House Benghazi Select Committee Finally Gets Around to Holding a Hearing
The special House committee had disappeared from public view after it was created in May.
The once-ballyhooed House Select Committee on Benghazi will hold its first public hearing next week, more than four months after it was created.
The House voted to create the panel in May, and after party leaders named members to the committee, it promptly disappeared from view. Chairman Trey Gowdy (R-S.C.) has said it took time to hire staff, find office space and collect documents from the handful of other committees that had probed the terrorist attacks that killed four Americans, including the U.S. ambassador to Libya, on Sept. 11, 2012.

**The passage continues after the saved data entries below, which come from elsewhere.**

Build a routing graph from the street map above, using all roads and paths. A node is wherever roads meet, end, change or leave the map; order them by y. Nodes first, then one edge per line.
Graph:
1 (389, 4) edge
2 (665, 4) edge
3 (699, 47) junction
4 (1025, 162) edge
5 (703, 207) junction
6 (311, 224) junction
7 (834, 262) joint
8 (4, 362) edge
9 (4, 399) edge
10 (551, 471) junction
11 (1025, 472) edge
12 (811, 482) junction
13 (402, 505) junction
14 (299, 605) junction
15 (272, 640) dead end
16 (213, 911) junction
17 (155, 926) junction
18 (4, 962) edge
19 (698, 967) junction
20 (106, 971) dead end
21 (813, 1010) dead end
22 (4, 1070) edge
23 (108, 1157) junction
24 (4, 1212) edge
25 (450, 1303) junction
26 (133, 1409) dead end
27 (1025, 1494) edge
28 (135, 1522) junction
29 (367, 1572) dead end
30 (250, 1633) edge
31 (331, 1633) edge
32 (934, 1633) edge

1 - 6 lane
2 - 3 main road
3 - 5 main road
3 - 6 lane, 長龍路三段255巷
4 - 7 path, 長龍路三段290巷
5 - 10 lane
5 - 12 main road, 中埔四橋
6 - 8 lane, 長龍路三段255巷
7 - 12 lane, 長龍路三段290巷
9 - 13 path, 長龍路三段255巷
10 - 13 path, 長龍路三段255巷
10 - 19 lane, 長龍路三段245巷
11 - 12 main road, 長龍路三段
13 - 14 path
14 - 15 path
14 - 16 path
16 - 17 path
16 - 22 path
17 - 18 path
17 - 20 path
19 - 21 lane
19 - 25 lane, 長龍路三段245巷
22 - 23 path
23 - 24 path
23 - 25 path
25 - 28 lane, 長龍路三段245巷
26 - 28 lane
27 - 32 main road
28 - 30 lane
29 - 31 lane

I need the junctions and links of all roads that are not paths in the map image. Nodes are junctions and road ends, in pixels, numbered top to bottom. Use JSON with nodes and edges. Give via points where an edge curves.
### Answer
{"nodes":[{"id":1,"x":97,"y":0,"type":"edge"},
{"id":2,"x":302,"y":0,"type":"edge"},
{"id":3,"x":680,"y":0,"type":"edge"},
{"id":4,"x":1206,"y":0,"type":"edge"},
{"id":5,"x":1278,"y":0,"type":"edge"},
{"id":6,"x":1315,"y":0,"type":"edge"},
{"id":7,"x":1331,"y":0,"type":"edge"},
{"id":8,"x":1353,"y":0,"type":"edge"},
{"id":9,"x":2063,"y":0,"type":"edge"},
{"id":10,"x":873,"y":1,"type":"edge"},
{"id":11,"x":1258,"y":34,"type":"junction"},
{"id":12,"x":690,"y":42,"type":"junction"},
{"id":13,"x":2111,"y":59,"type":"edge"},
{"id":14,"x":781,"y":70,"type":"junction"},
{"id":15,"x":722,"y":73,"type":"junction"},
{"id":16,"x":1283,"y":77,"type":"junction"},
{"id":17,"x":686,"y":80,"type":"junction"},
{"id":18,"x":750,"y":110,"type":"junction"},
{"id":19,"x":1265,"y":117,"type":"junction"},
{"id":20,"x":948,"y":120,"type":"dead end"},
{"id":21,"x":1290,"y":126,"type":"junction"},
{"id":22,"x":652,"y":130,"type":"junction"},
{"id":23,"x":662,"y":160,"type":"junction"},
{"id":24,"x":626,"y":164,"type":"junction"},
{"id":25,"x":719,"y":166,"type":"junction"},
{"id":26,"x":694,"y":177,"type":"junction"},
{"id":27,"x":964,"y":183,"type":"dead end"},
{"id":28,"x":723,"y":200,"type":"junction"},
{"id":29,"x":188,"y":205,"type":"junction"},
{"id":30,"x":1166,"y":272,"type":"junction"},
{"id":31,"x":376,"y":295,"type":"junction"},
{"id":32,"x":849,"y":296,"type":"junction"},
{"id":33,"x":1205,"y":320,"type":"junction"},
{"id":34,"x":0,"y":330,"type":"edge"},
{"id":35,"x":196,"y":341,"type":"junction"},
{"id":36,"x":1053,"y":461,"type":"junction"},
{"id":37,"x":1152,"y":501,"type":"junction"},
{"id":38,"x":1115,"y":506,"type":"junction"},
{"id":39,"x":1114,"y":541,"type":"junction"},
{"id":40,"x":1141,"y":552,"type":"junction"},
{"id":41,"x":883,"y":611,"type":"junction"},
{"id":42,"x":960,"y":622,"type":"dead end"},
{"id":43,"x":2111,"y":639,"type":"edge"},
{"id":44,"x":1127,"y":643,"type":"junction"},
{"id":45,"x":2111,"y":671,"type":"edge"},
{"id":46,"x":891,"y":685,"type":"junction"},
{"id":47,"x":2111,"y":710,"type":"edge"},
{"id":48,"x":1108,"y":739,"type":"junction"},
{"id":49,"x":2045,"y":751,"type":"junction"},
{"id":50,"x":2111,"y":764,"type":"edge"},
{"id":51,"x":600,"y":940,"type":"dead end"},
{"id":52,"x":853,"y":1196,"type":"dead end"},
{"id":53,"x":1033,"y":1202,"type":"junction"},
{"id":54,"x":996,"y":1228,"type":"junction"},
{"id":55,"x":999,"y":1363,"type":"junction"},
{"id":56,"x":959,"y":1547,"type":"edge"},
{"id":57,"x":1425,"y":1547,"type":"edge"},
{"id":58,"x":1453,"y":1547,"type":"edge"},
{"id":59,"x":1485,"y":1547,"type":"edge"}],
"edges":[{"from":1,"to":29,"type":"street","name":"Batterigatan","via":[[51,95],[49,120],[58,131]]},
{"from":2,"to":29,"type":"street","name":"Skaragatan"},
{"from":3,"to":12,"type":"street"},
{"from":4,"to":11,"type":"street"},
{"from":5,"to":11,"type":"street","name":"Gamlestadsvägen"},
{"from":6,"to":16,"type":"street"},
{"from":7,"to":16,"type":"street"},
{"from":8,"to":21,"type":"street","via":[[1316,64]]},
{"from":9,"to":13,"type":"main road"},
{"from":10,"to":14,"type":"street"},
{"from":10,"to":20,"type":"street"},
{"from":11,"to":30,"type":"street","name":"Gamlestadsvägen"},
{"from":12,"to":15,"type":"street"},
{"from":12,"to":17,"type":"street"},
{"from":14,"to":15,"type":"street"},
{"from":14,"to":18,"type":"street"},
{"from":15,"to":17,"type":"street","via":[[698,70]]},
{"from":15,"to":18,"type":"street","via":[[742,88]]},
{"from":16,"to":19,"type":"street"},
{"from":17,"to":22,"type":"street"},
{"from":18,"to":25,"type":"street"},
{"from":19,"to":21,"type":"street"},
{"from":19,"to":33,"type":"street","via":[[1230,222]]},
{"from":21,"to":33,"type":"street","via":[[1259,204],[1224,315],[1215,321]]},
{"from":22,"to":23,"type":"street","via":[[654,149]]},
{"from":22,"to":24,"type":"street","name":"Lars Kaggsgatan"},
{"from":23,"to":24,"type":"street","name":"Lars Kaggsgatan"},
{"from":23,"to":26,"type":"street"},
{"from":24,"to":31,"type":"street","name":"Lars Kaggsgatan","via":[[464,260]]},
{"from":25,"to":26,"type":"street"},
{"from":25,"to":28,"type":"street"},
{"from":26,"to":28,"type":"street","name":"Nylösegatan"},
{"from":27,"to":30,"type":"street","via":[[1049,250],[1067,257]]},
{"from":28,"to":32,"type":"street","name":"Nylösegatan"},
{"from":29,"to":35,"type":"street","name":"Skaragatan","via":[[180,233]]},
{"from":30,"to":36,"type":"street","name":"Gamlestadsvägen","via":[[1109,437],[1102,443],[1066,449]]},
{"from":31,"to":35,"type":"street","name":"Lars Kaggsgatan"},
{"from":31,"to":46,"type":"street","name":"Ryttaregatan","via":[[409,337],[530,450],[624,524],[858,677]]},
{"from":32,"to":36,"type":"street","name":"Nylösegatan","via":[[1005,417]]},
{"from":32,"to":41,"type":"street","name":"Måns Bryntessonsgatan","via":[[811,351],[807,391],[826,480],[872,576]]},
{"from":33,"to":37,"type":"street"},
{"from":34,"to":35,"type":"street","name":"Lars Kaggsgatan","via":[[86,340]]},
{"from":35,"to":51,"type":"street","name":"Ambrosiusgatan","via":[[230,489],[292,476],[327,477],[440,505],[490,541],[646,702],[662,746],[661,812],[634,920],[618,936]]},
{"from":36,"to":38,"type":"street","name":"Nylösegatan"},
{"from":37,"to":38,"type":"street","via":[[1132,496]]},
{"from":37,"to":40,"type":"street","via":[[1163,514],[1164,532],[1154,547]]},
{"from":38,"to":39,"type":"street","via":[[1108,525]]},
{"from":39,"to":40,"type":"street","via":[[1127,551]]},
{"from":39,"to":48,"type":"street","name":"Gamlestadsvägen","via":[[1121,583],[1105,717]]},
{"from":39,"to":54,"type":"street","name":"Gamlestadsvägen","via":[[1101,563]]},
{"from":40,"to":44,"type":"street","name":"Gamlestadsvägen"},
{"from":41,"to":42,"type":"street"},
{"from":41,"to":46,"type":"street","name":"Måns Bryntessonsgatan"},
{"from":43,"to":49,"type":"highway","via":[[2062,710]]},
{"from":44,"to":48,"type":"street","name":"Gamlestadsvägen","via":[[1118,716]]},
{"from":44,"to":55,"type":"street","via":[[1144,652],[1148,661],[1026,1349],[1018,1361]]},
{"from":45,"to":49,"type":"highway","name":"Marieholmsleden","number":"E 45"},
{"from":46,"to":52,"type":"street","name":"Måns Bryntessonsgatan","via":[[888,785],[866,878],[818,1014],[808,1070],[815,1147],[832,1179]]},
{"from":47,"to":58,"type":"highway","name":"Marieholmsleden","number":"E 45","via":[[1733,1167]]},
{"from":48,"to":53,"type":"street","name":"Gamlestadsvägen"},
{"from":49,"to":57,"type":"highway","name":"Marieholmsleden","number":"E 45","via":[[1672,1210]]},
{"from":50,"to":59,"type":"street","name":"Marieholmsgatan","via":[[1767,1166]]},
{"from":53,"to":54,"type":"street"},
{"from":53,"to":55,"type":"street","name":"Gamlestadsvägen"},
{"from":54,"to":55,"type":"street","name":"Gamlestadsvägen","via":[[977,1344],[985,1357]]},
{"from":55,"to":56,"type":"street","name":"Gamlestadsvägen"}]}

The hearing scheduled for Sept. 17 will examine the implementation of recommendations of the State Department's Accountability Review Board, according to an announcement Wednesday. The lawmakers will hear from three witnesses, including the former director of the Secret Service:
Greg Starr
Assistant Secretary for Diplomatic SecurityMark J. Sullivan
Chairman, The Independent Panel on Best Practices
Former Director of the United States Secret ServiceTodd Keil
Member, The Independent Panel on Best Practices
Former Assistant Secretary for Infrastructure Protection, U.S. Department of Homeland Security
The committee has no set deadline to report back to the House. While Democrats were initially concerned Republicans would time the new investigation to generate anti-Obama headlines ahead of this year's midterm elections, the committee's slow start now has them worried that Gowdy will drag his feet long enough to cause trouble for Hillary Clinton during her expected run for president in 2016.
A former federal prosecutor, Gowdy is out to prove he's not merely a headline-hogging inquisitor. He's said that most of the committee's work will take place out of the spotlight and that public hearings – which in Congress tend to devolve into grandstanding spectacles – will be infrequent.
The first hearing comes as public attention has shifted decisively away from the events of two years ago and onto the new terrorist threat posed by the Islamic State of Iraq and Syria.
The debate over what happened at the U.S. consulate in 2012 was rekindled last week, however, with news that a new book will feature interviews with American commandoes who were told to stand down by an unidentified CIA station chief on the night of the attack.